Поверх ямы в багровых кустах на той стороне заплясал желтый язычок пламени, и над прозрачно- зеленой глубью Днепра раскатилась дробь. В глиняную стену сарая зачмокало, посыпалась труха. Из садов басовито отозвался «максим».
— Вот и поздоровались, — сказал Кувшинов, поровший рыбу у плетня, наколол палец плавником, выматерился.

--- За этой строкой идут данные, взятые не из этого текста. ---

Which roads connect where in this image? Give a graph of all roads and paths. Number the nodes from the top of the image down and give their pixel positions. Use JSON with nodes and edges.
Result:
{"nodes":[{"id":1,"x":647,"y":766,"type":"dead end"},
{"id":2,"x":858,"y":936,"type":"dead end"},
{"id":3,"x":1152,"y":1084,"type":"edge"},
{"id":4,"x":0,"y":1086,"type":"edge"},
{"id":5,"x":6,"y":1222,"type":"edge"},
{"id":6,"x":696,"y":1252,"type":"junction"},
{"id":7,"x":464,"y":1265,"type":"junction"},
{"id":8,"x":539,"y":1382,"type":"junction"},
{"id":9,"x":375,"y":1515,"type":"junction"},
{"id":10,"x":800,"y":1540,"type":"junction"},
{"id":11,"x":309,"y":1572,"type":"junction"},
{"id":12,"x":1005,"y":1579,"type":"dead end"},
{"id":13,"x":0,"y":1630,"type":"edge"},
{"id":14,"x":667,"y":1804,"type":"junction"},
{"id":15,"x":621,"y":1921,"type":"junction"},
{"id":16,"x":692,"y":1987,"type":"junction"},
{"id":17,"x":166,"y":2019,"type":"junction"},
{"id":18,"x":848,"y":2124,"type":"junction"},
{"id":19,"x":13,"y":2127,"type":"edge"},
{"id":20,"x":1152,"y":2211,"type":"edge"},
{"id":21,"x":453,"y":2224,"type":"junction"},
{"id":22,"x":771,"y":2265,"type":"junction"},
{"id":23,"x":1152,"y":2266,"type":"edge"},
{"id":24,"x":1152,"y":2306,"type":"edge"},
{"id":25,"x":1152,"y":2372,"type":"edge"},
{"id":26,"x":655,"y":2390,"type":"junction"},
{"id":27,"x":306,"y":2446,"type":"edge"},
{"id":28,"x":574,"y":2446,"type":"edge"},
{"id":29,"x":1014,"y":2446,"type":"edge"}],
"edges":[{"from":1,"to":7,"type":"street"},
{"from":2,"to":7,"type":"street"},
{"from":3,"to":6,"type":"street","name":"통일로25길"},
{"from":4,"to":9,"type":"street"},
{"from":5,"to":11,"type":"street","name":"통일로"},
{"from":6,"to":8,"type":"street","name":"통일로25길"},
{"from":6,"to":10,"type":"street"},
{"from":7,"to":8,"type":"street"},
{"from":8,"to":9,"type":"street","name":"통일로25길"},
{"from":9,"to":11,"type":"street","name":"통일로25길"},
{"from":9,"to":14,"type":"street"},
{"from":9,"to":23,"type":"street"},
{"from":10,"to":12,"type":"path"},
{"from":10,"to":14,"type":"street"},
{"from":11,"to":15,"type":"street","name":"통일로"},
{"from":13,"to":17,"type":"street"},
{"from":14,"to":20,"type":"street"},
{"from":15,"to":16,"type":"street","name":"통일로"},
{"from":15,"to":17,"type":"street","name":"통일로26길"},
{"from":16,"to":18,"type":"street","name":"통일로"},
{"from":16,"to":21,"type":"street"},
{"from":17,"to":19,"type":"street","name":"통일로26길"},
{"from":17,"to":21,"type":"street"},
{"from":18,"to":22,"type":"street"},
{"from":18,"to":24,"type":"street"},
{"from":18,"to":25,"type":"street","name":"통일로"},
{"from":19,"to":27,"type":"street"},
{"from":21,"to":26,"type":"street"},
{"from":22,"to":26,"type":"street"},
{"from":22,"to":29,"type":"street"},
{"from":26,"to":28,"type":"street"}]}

Солдаты соорудили костер, сварили уху, съели обед из котла, пришили нужные тесемки, подладили оружие, перебрали заплечные мешки. Так в нудьге да хлопотах и ушел день. Солнце напоследок двусмысленно подмигнуло и укатилось спать за облысевшую гору на той стороне Днепра.
Над кручами покачивался ковчежец неполной луны. Она выковала через Днепр серебряную дорожку. Сбоку к луне кралась лохматая овчина тучи. Над головой зудели мелкие комарики. Солдаты истово и зло откуривались от них…
К плотам и лодкам подвели близко к заре. Стали размещаться, шикали задавленными голосами.
— Урюпин! Куда тебя черт!
— Пулеметы на нос. Гриша! Кувшинов!..
— Плотнее, плотнее! Не на свадьбу!
— Снайперам дайте место!
Из-за песчаных бугров все подходили группки солдат, быстро, без суеты размещались на плотах и лодках. В борта младенчески доверчиво почмокивала вода. В кустах тальника серой гадюкой закручивался и укладывался туман. В омутах, чуя зорю, вскидывалась рыба, пресно пахло рыбьей лузгой и слизью. На горе, где днем были солдаты, бездомно завыла собака.